In other words, this is not about making PA12 stronger. It is about making it behave differently.
The SLS process already has great options for rigid nylon parts, glass filled nylon, flexible TPU, and some specialty powders. What it lacks, compared with injection molding, is a deep library of inexpensive filled materials with tuned viscoelastic behavior.
A PA12 and GTR composite could land between rigid nylon and full elastomer powders. That would be useful if it prints reliably, retains enough detail, and does not create a powder handling mess.
The Catch Is The Powder
This sounds good, but SLS is pretty unforgiving when the powder is not right. Particle size distribution, flowability, moisture, laser absorption, bed temperature, and thermal stability all become barriers.

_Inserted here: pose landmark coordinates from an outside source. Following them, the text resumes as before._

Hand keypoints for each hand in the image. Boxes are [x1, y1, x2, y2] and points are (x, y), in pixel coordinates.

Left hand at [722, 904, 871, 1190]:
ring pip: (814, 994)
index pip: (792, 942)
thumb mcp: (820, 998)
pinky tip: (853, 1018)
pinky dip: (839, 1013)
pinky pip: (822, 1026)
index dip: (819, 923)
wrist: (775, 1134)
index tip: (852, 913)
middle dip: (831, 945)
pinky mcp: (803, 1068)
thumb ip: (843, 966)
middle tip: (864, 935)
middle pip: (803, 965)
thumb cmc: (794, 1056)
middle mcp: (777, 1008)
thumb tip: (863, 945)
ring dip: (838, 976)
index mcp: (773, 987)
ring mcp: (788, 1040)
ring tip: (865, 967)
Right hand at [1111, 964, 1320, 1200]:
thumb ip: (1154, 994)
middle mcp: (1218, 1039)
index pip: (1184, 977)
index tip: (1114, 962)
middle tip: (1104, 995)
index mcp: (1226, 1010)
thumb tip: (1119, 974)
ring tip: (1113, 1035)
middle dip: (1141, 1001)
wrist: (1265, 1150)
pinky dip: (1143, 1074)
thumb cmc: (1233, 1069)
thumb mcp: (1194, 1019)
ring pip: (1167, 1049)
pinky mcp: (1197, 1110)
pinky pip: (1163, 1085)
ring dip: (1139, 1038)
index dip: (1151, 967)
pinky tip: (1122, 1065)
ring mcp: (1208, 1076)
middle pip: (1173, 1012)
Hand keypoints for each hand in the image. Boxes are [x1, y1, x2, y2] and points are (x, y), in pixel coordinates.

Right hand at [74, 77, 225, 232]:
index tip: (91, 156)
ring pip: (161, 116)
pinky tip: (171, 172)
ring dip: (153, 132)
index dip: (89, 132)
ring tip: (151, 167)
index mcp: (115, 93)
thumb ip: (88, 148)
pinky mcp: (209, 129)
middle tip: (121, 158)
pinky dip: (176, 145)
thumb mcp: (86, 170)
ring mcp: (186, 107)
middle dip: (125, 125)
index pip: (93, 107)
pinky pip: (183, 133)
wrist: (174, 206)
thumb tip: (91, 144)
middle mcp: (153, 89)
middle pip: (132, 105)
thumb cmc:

A filler that works in extrusion or compression molding may not automatically work in an SLS system.
Rubber particles add another complication. They may not melt or fuse in the same way as PA12. Instead, they could act as inclusions inside a nylon matrix, improving damping while also reducing stiffness or strength.
There is also the issue of unsintered powder reuse. SLS economics depend heavily on recycling powder from the build chamber. If the PA12 and GTR mixture segregates during spreading, ages differently during heating, or changes composition after multiple cycles, the material could be hard to use outside a lab.
\AM needs more materials that solve specific mechanical problems, not just more colors and simple formulation changes. Recycled filler content is also attractive, provided it isn’t just greenwashing. It has to provide actual value.
If this concept could be commercialized, PA12-GTR could become a surprisingly practical SLS composite. If not, at least researchers now know how rubber filled powders behave under laser sintering conditions.